Another aspect of the challenge to this approach to institutional design is indeed the elitist-paternalist critique: how will the regulator know in every situation that Choice B actually would make the individual better off than Choice A? What makes you think that you know what is better for me than I do? Seriously? Again, the unknowability of preferences until presented with a real choice situation, even to the person possessing them, makes it highly unlikely that any third party can know that one outcome would be better for a person than another outcome. This is old territory that has been covered elsewhere, including this April post from Will Wilkinson, so I will stop here, except for one observation: just because we face cognitive limitations to decision-making, that does not necessarily mean that the ultimate outcomes of decision-making are inefficient, or irrational, or “anomalies”, to use one of Thaler’s favorite linguistic tropes. Again, taking Simon and Polanyi and Hayek seriously, we devise conscious and subconscious adaptations to these cognitive realities, we use technology to help us filter and to make decisions that better reflect our preferences as we perceive them. Who are you to say that the outcome of that process is irrational or inferior?

Another question to ask when thinking about the process of institutional design and behavioral economics: why would these “Nudge” rules be any less prone to political manipulation, lobbying, and rent-seeking than more traditional top-down institutional design? The electricity default contract is an example; the traditional “consumer advocate” community generally uses its political and advocacy power to argue that opt-in default would expose consumers to too much unwanted price volatility and too much effort to avoid that price volatility, so the default should be everyone going on a fixed-price contract unless they want something else. “Nudge”-based institutions are still institutions of collective action, and thus are still going to have the same incentives for manipulation, lobbying, and rent seeking.

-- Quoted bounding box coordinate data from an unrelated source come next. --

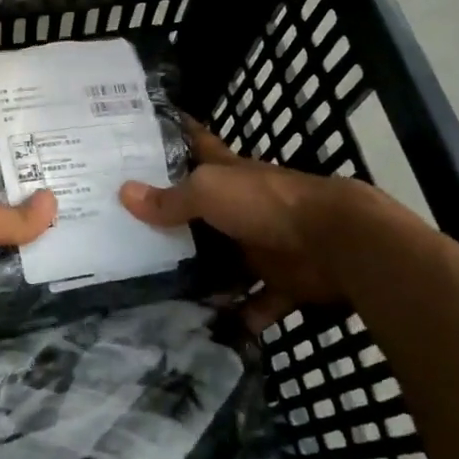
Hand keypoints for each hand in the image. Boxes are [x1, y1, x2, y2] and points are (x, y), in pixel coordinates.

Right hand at [120, 121, 389, 331]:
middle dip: (174, 220)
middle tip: (129, 232)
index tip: (144, 131)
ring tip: (158, 291)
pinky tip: (211, 327)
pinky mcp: (283, 280)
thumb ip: (169, 199)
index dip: (175, 134)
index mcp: (228, 174)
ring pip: (226, 261)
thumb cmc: (264, 203)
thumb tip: (123, 193)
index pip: (197, 144)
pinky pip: (257, 303)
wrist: (335, 241)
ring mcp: (264, 244)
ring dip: (203, 276)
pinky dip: (241, 316)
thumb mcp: (208, 192)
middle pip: (203, 211)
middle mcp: (243, 206)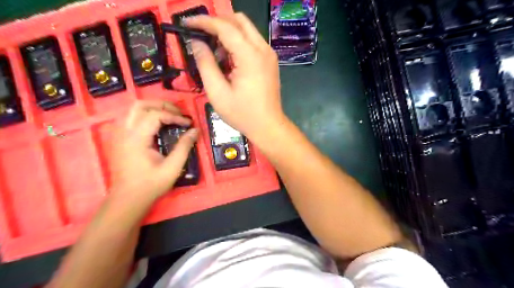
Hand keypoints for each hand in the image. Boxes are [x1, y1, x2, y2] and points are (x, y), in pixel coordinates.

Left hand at [110, 100, 196, 201]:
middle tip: (178, 113)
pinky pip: (131, 117)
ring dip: (153, 108)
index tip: (188, 123)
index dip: (174, 116)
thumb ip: (184, 146)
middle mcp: (124, 132)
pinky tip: (157, 124)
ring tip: (170, 115)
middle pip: (141, 105)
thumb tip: (195, 131)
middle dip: (162, 105)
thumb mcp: (172, 167)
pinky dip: (145, 115)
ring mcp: (119, 134)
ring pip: (133, 109)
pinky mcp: (119, 138)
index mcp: (136, 139)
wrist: (128, 199)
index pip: (155, 115)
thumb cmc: (151, 184)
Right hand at [187, 14, 287, 143]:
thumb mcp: (217, 92)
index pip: (225, 26)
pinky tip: (229, 61)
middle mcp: (263, 49)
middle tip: (201, 35)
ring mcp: (269, 55)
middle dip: (218, 23)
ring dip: (228, 34)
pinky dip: (238, 43)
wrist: (268, 126)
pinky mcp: (270, 62)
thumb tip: (196, 42)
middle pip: (239, 20)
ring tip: (215, 54)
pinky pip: (252, 42)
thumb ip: (205, 64)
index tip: (187, 23)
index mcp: (250, 56)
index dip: (204, 21)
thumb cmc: (242, 114)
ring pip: (247, 30)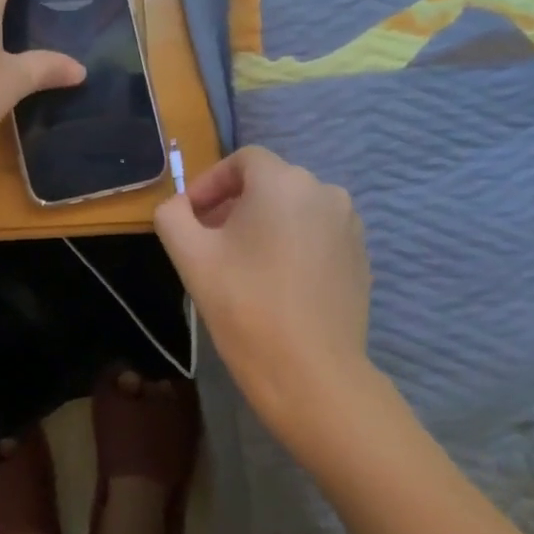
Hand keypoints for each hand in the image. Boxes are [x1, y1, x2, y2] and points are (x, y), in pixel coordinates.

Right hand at [154, 146, 376, 454]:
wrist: (310, 372)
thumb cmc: (244, 305)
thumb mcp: (189, 255)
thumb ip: (173, 214)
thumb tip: (179, 206)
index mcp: (283, 182)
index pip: (242, 161)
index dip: (210, 183)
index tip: (192, 217)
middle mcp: (324, 191)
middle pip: (269, 183)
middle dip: (234, 204)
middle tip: (209, 241)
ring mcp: (349, 225)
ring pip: (295, 209)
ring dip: (264, 223)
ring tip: (242, 263)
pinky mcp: (361, 257)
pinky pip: (317, 234)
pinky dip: (293, 243)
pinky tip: (276, 282)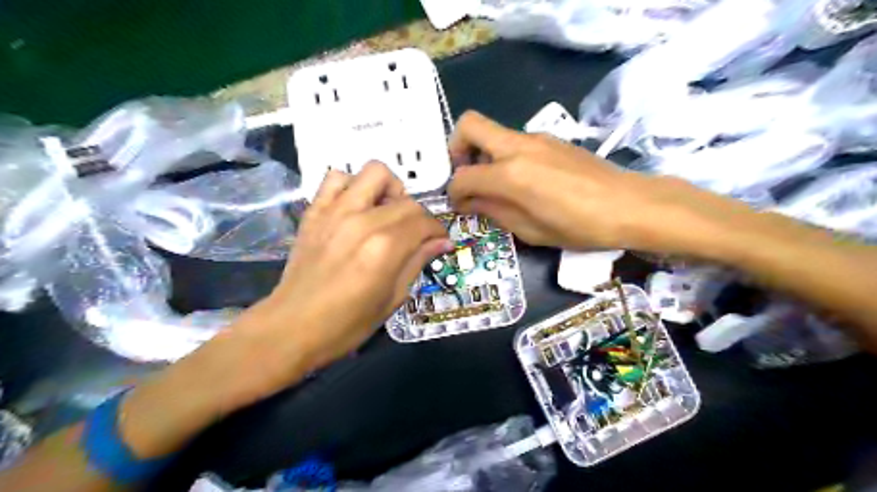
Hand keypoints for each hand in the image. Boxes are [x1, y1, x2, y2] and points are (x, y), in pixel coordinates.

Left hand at [256, 163, 451, 371]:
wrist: (293, 326)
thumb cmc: (348, 323)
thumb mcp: (393, 298)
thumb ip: (417, 262)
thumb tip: (442, 242)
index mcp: (385, 248)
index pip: (423, 221)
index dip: (437, 230)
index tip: (439, 241)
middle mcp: (363, 221)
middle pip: (406, 200)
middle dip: (419, 216)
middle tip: (415, 235)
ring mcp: (335, 211)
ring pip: (374, 172)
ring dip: (387, 189)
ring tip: (385, 212)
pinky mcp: (315, 211)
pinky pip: (336, 177)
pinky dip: (352, 185)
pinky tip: (355, 207)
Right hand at [446, 112, 753, 254]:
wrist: (630, 205)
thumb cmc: (580, 226)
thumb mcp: (531, 231)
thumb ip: (494, 211)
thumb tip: (471, 202)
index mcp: (510, 174)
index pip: (463, 175)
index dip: (453, 192)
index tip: (459, 205)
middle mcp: (517, 146)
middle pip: (469, 124)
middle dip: (455, 148)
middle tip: (464, 175)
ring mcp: (536, 138)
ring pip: (492, 131)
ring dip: (482, 153)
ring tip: (494, 184)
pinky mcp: (551, 139)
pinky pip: (514, 140)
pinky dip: (504, 155)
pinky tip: (521, 180)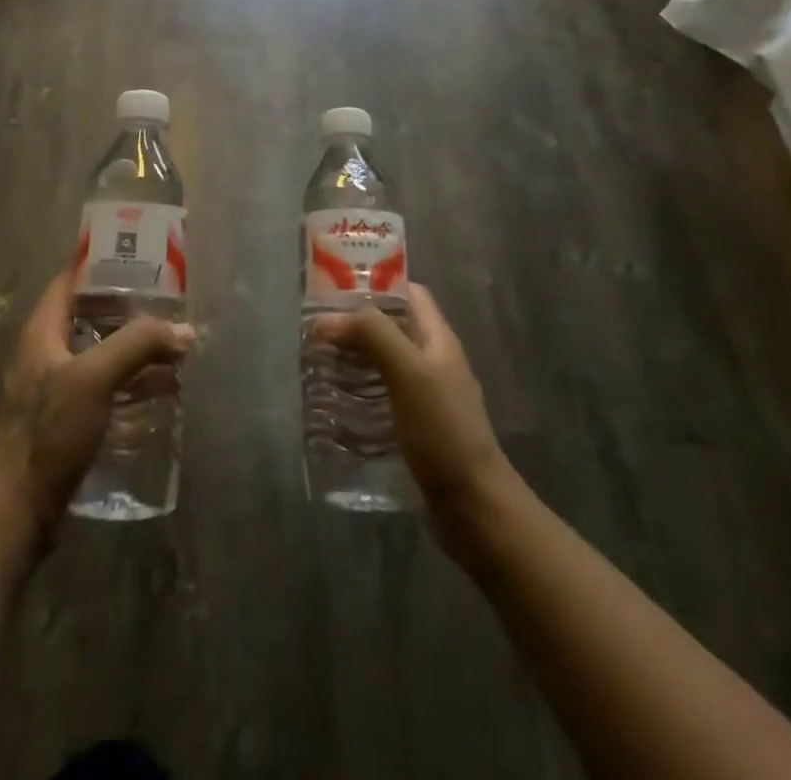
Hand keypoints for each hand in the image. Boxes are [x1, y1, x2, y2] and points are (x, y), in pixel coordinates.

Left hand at [0, 271, 195, 529]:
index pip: (70, 283)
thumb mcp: (95, 378)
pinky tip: (160, 393)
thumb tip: (183, 329)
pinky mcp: (68, 422)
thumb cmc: (49, 432)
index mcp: (42, 333)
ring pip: (100, 356)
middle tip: (168, 307)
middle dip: (129, 313)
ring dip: (134, 351)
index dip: (101, 267)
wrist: (17, 511)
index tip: (140, 262)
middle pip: (90, 319)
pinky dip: (130, 385)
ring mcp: (56, 391)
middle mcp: (46, 355)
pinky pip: (104, 390)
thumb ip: (138, 346)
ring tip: (174, 349)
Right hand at [316, 283, 514, 560]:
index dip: (376, 284)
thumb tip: (330, 319)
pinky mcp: (416, 428)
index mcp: (438, 340)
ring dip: (352, 359)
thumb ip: (374, 335)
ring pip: (383, 362)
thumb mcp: (409, 372)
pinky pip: (382, 396)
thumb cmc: (443, 431)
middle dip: (355, 324)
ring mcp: (427, 397)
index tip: (335, 288)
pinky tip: (334, 403)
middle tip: (315, 330)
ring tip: (317, 363)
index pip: (409, 293)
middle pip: (392, 328)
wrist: (475, 508)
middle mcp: (434, 362)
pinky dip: (358, 392)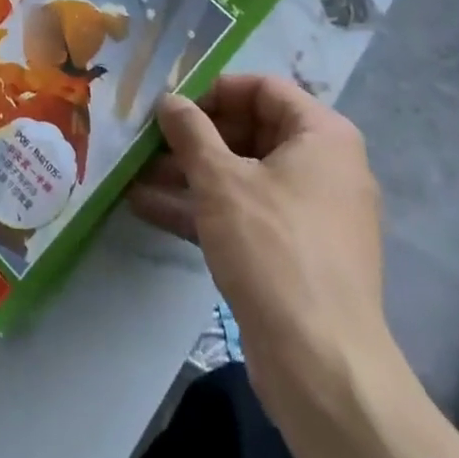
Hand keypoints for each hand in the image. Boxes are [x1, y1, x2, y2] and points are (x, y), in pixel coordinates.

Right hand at [129, 76, 394, 407]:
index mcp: (322, 135)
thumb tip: (168, 99)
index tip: (171, 104)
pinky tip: (148, 207)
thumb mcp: (221, 179)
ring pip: (241, 176)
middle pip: (249, 131)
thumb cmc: (274, 248)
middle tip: (146, 139)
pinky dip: (203, 209)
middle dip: (193, 137)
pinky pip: (244, 215)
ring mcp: (309, 214)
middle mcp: (323, 167)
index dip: (213, 89)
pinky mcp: (293, 255)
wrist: (322, 368)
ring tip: (134, 172)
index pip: (262, 89)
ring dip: (188, 173)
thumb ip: (190, 130)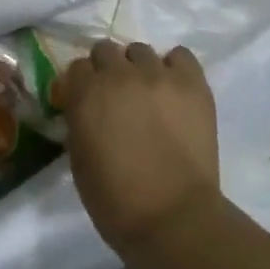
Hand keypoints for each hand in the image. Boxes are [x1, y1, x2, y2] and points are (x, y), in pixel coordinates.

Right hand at [61, 41, 220, 254]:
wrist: (173, 217)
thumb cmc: (115, 200)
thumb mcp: (79, 158)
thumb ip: (78, 121)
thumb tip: (85, 108)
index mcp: (86, 94)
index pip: (77, 67)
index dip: (82, 85)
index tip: (87, 101)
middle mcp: (119, 74)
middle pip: (106, 50)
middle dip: (106, 70)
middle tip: (116, 96)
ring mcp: (158, 75)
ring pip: (140, 51)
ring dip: (138, 69)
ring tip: (148, 93)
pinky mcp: (192, 83)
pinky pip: (180, 56)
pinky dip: (174, 68)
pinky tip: (174, 88)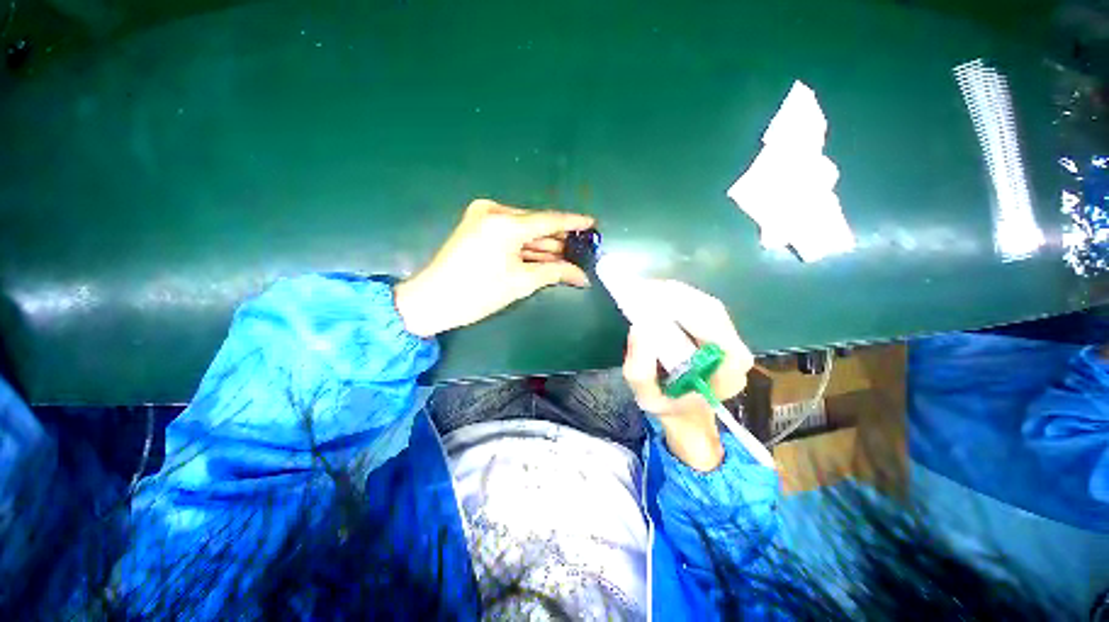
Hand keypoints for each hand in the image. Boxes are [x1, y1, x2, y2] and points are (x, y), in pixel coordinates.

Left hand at [394, 199, 593, 336]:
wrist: (432, 300)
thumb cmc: (478, 293)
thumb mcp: (521, 283)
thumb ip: (555, 272)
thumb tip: (583, 276)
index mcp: (505, 223)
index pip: (549, 220)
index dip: (573, 223)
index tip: (592, 223)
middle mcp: (494, 210)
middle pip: (536, 224)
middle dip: (557, 240)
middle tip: (579, 251)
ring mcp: (482, 215)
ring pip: (523, 229)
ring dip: (542, 244)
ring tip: (564, 258)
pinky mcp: (476, 224)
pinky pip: (510, 232)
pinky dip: (525, 245)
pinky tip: (541, 255)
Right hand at [622, 280, 753, 470]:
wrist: (686, 410)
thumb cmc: (669, 406)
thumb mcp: (647, 398)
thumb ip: (641, 371)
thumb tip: (639, 328)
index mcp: (727, 374)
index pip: (717, 334)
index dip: (688, 313)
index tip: (653, 303)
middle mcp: (735, 351)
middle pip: (711, 311)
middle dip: (675, 297)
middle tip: (641, 291)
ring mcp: (728, 337)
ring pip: (704, 304)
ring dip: (674, 294)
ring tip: (644, 291)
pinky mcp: (716, 328)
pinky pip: (698, 305)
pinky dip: (675, 297)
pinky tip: (654, 296)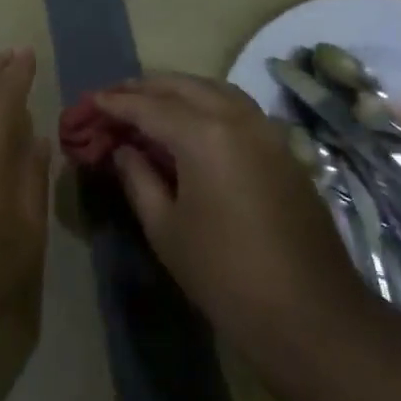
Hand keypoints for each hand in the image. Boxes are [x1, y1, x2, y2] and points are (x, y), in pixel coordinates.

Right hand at [100, 74, 368, 368]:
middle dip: (145, 87)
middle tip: (115, 97)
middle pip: (183, 86)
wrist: (310, 314)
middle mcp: (236, 118)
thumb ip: (138, 179)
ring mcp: (266, 130)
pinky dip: (207, 103)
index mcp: (203, 135)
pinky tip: (193, 123)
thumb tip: (123, 150)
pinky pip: (237, 108)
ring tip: (150, 102)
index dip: (115, 102)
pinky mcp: (283, 149)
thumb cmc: (225, 275)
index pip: (148, 106)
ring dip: (179, 89)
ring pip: (214, 89)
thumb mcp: (166, 230)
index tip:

Finally, while I do think that the process of institutional design, including regulatory institutional design, can benefit from thinking about these choice architecture questions, I do think the “libertarian paternalism” nomenclature does a disservice to the language. “Nudge” applied to regulatory policy is not strictly libertarian, because regulation is still ultimately grounded in coercion. The “choice architecture” language does a much better job of communicating what this idea is about — incorporating behavioral and cognitive reality into institutional design. At least the “Nudge” approach to regulatory policy is more respectful of individual autonomy and choice than the likely bureaucratic alternatives.

In devising OIRA policy I’d like to hear Sunstein invoke another of his former Chicago colleagues, Ronald Coase, and state that in promoting and facilitating open, transparent markets, the most important role of economic regulatory policy is to reduce the transaction costs that prevent private parties from engaging in mutually-beneficial exchange. That means using OIRA to evaluate the entry barriers and other transaction costs that federal regulation can create. OIRA does cover other areas of regulatory policy where the ideas of transaction costs are not as strictly relevant, but thinking in terms of reciprocal benefit, reducing transaction costs, and the alignment of, for example, environmental and economic incentives through the reduction of transaction costs and better-defined property rights transcends economic regulation.